Binary Large OBject storage (BLOB) is a topic that comes up in almost every conversation about Oracle to PostgreSQL migration. I will discuss it here with enough detail to make architectural choices coming from the Oracle perspective.
A basic understanding of the dataype is available in the PostgreSQL documentation. A bit more detailed discussion is also in the documentation. I suggest you read these articles lightly, and come back here for further discussion.
Ready? Ok, let’s continue.
The previous articles touched on a discussion about why the binaries are placed in the database in the first place. In addition to the argument that binaries may need atomicity with other data, I’d also like to suggest some practical reasons.
- They get backed up with appropriate transaction integrity.
- They get transported with physical streaming replication.
- They do not require a separate connection stream to the caller.
So, that’s settled then, right? We’ll just stuff all the binaries into the database.
Whoa, hoss.
Here are a few reasons why that may not be such a great idea.
- PostgreSQL does not actually UPDATE rows. Due to concurrency semantics, it makes a new row with the new data, and marks it as the current row. Whoopsie, you just doubled your storage requirement for blobs.
- PostgreSQL can’t really do any rational SQL things with the blob, other than store and retrieve it. None of the operators, castings, aggregations… well, you get the idea. INSERT and SELECT is all you get, UPDATE is effectively limited to replacement.
- Blobs can have a terrible impact on garbage collection operations (VACUUM).
- Blobs have the highest potential to make you unexpectedly run out of space on a volume, which is insanely critical for PostgreSQL.
- Blobs storage functions and libraries stink a little bit like 1965.
- Blobs make other operations on the row run slowly, even if they don’t have anything to do with the blob data. This is mostly due to how PostgreSQL likes to ferry things around in 8k blocks from memory to disk to memory.
- Blobs don’t cache, and will discourage row caching.
- Blobs don’t participate in Logical replication.
- Blobs make the backups slow.
Ok, so by now you’ve decided that blobs are horrendous, and should never be used for anything.
Hang on there, pardner.
These arguments basically boil down to the intellectual vs. the practical. In an ideal world, we would just store everything in PostgreSQL, and the world would be at peace again. Selah.
But the truth is that there are physical limitations on how this storage should be handled to provide the expected experience. Let me give you some more suggestions than were provided in the official answers to the question.
- Store blobs in associative tables using a referential id to the corresponding row data. Use the additional columns recommended in the article linked above in that table. Put the blob column last in this table. Do this even if it is a 1:1 cardinality table. Just do it. Don’t argue with me or yourself. You’ll thank me later.
- In fact, always put the blobs and clobs columns dead last in any table, ever.

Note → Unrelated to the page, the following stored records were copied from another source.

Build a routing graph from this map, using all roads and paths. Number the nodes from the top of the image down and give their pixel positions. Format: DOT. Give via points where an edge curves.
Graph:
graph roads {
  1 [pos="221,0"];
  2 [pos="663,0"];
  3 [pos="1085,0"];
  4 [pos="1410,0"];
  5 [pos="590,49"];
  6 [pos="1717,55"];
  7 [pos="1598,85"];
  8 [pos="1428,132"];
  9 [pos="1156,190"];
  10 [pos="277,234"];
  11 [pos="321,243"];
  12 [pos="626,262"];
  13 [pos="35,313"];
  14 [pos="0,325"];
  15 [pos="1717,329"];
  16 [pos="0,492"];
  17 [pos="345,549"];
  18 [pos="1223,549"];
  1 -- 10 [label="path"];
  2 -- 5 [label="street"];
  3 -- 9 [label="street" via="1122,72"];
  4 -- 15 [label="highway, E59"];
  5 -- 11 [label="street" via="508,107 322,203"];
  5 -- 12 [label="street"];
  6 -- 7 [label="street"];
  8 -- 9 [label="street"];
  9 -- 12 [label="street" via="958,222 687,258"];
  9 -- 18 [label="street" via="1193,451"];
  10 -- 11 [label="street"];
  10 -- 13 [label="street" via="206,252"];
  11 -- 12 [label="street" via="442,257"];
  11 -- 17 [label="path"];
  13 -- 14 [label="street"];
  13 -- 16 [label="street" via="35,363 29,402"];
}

- Don’t update the blob unless it actually changes. PostgreSQL will obediently duplicate the row due to the concurrency semantics, and will not be intelligent enough to do a “no-op” update.
- Provide a huge amount of temp space, and put it on an amazingly fast NVME LVM drive array or SAN. Put the Write Ahead Log (WAL) files on this storage also. Make it big. Did you wince when you opened your wallet? No? Make it bigger.
- Increase your
work_mem
setting on a per-connection basis to help prevent thrashing blobs to disk. - Increase the amount of RAM until you can handle all the
work_mem
multiplied by the number of connections you plan to support. - Write your application to do separate calls to the database for the row data and the blob data, which can then be loaded lazily. It doesn’t really help, but it makes people feel like it helped, because they get a little instant gratification.

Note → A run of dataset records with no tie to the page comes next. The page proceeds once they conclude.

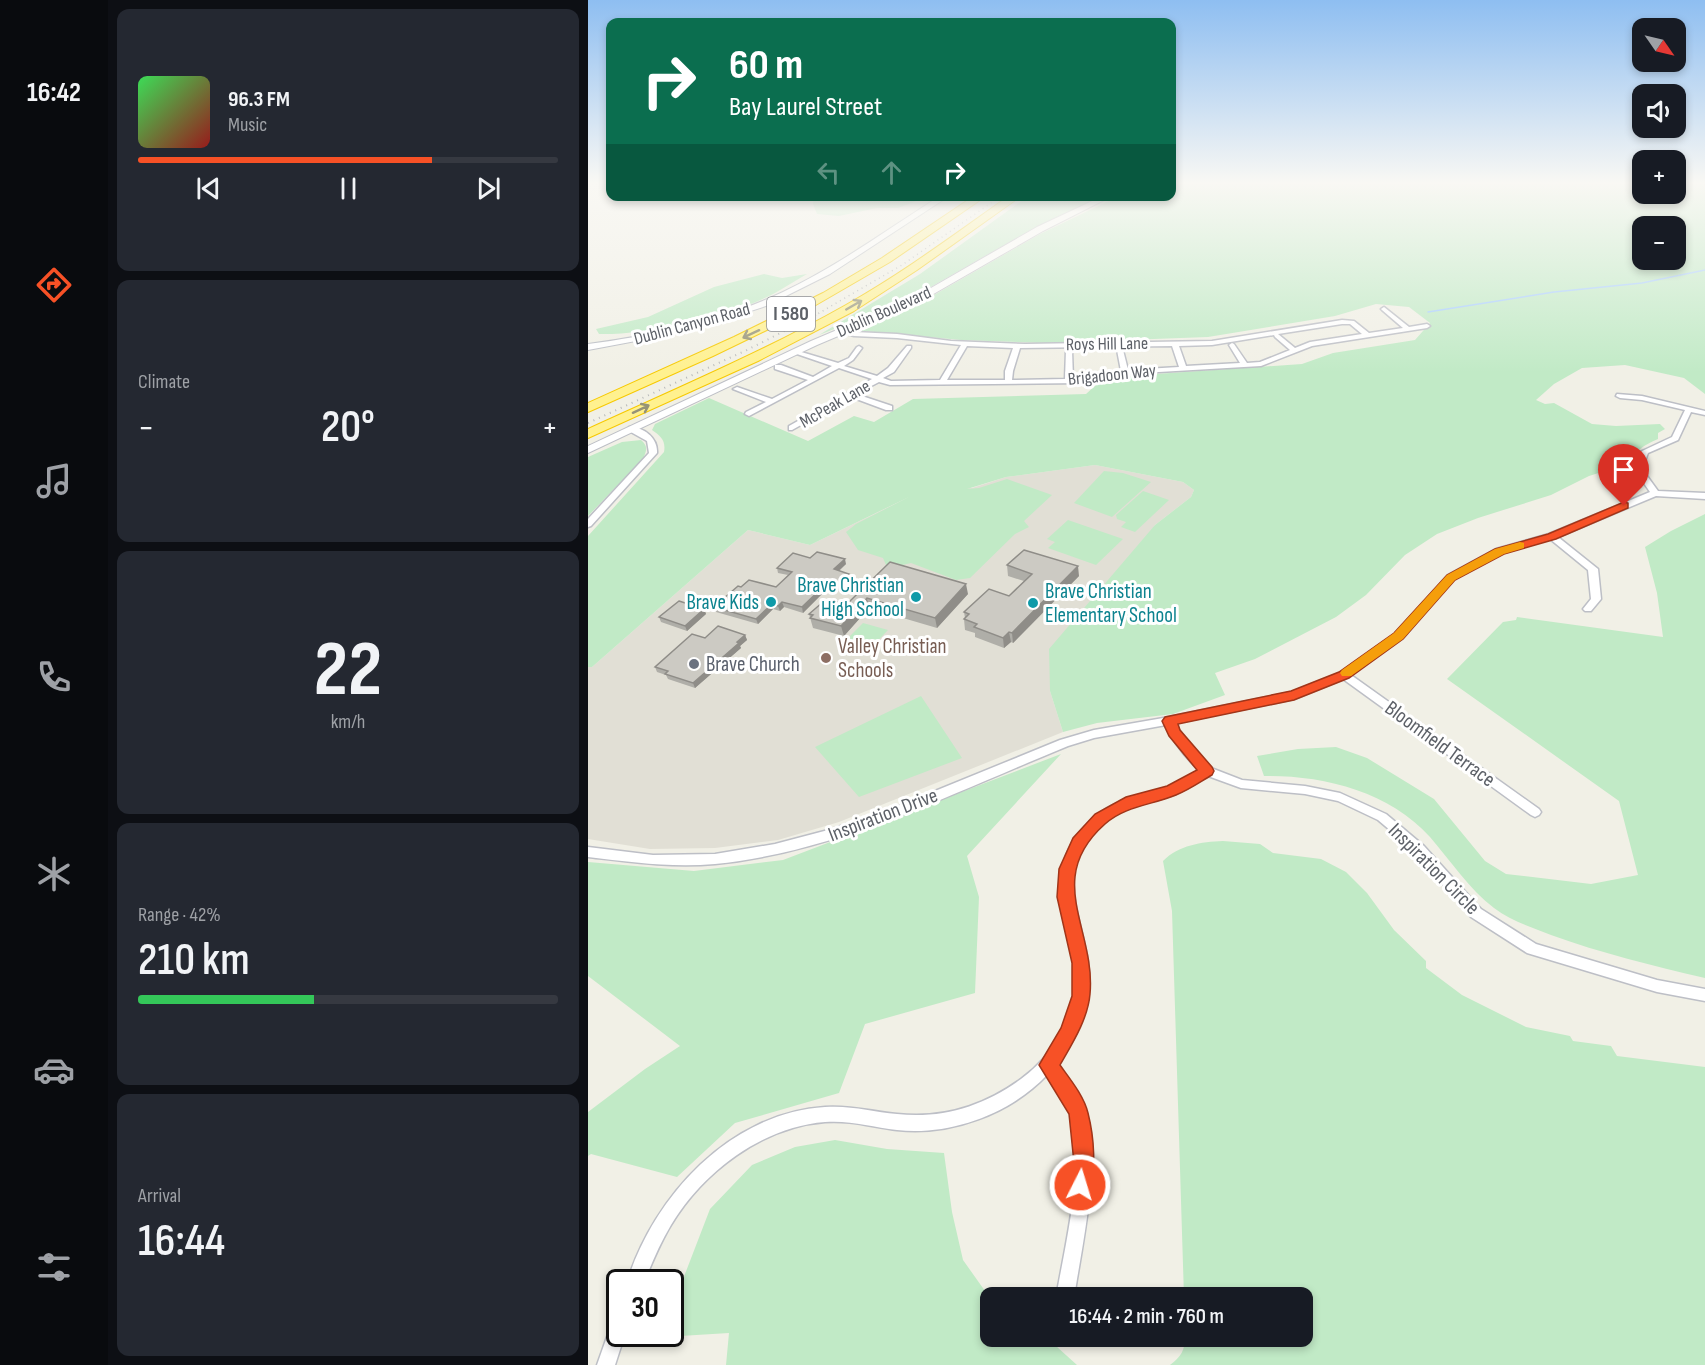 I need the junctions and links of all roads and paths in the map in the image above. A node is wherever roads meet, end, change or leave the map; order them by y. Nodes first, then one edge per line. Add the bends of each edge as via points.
1 (866, 246) edge
2 (907, 246) edge
3 (945, 246) edge
4 (1011, 246) edge
5 (1384, 309) dead end
6 (1427, 326) dead end
7 (1407, 328) junction
8 (841, 331) junction
9 (1367, 335) junction
10 (1277, 336) dead end
11 (1175, 343) junction
12 (965, 344) junction
13 (1232, 345) dead end
14 (1017, 346) junction
15 (909, 347) dead end
16 (588, 348) edge
17 (860, 348) dead end
18 (1293, 349) junction
19 (1069, 350) dead end
20 (1120, 350) dead end
21 (796, 352) junction
22 (1245, 365) junction
23 (837, 366) junction
24 (778, 367) dead end
25 (1183, 369) junction
26 (1125, 372) junction
27 (813, 379) junction
28 (878, 379) junction
29 (1069, 381) junction
30 (1008, 382) junction
31 (942, 383) junction
32 (736, 388) dead end
33 (851, 395) junction
34 (1620, 396) dead end
35 (772, 401) junction
36 (588, 408) edge
37 (889, 408) dead end
38 (1689, 409) junction
39 (1705, 413) edge
40 (748, 414) dead end
41 (792, 428) dead end
42 (632, 429) junction
43 (588, 434) edge
44 (588, 450) edge
45 (1655, 493) junction
46 (1705, 496) edge
47 (588, 524) edge
48 (1552, 536) junction
49 (1588, 609) dead end
50 (1344, 675) junction
51 (1170, 721) junction
52 (1207, 771) junction
53 (1535, 812) dead end
54 (588, 852) edge
55 (1705, 995) edge
56 (1048, 1065) junction
57 (641, 1269) edge
58 (1067, 1287) edge
59 (612, 1347) edge
60 (606, 1365) edge

1 - 16 main road, Dublin Canyon Road via 769,302 688,328
2 -> 36 highway, I 580 via 827,296
43 -> 3 highway, I 580 via 848,309
4 - 8 street, Dublin Boulevard via 920,298
5 - 7 street
6 - 7 street, Brigadoon Way
7 - 9 street, Brigadoon Way
8 - 12 street, Roys Hill Lane
8 - 21 street, Dublin Boulevard
9 - 11 street, Roys Hill Lane via 1352,322 1342,322 1212,343
9 - 18 street, Brigadoon Way
10 - 18 street
11 - 14 street, Roys Hill Lane
11 - 25 street
12 - 14 street, Roys Hill Lane
12 - 31 street
13 - 22 street
14 - 30 street
15 - 28 street, McPeak Lane via 891,370
17 - 23 street via 851,359
18 - 22 street, Brigadoon Way via 1261,364
19 - 29 street
20 - 26 street
21 - 23 street, Brigadoon Way
21 - 42 street, Dublin Boulevard
22 - 25 street, Brigadoon Way
23 - 27 street
23 - 28 street, Brigadoon Way
24 - 27 street
25 - 26 street, Brigadoon Way
26 - 29 street, Brigadoon Way
27 - 35 street
28 - 31 street, Brigadoon Way via 890,383
28 - 33 street, McPeak Lane
29 - 30 street, Brigadoon Way
30 - 31 street, Brigadoon Way
32 - 35 street
33 - 37 street
33 - 41 street, McPeak Lane
34 - 38 street
35 - 40 street
38 - 39 street
38 - 45 street via 1675,438 1644,452 1638,469
42 - 44 street, Dublin Boulevard
42 - 47 street via 650,439 653,453
45 - 46 street
45 - 48 street
48 - 49 street via 1593,568 1596,599
48 - 50 street via 1499,551 1451,577 1399,636
50 - 51 street via 1294,695
50 - 53 street, Bloomfield Terrace
51 - 52 street, Inspiration Circle via 1174,732
51 - 54 street, Inspiration Drive via 1064,743 855,828 776,850 690,861
52 - 55 street, Inspiration Circle via 1241,784 1340,796 1365,807 1402,831 1476,913 1532,949 1658,986
52 - 56 street via 1171,790 1113,810 1089,829 1072,854 1066,897 1080,963 1081,996 1069,1032
56 - 57 street via 1005,1100 958,1118 924,1124 853,1114 810,1115 748,1139 706,1171 668,1215
56 - 58 street via 1078,1113 1084,1163
59 - 60 street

- Be realistic about whether the atomicity of the blob data is truly critical in a practical way for your application.
- Use XFS/ZFS or similar filesystem that can handle large files well.
- Keep hoping that Moores Law holds out for about 2 or 3 more iterations. With enough hardware, a lot of expensive things become trivial.
Now, with all of these mitigating strategies in place, a moderate amount of blob retention can be handled well by PostgreSQL. This requires that you think like the trickster, able to hold opposing points of view in your own head at the same time without going crazy.
The alternative is another kind of database. We call it a file system, and it’s been around for a very long time. PostgreSQL has get() and put() functions for direct file operations. You could use those in a transaction to manipulate the binary files with transactional integrity. Some (a lot) of assembly required, batteries not included. Doesn’t participate in the backup, unless you customize it. May I suggest Barman?
I hope this puts a few more ideas into your thinking about how to handle binary data in PostgreSQL effecively. This is one of those areas where having a database directly tied to a piece of hardware would help in a practical sense. I’m confident that Moores Law will catch up, and this article will eventually become stale. Somebody please wake me up when that happens, and give me my evening whiskey.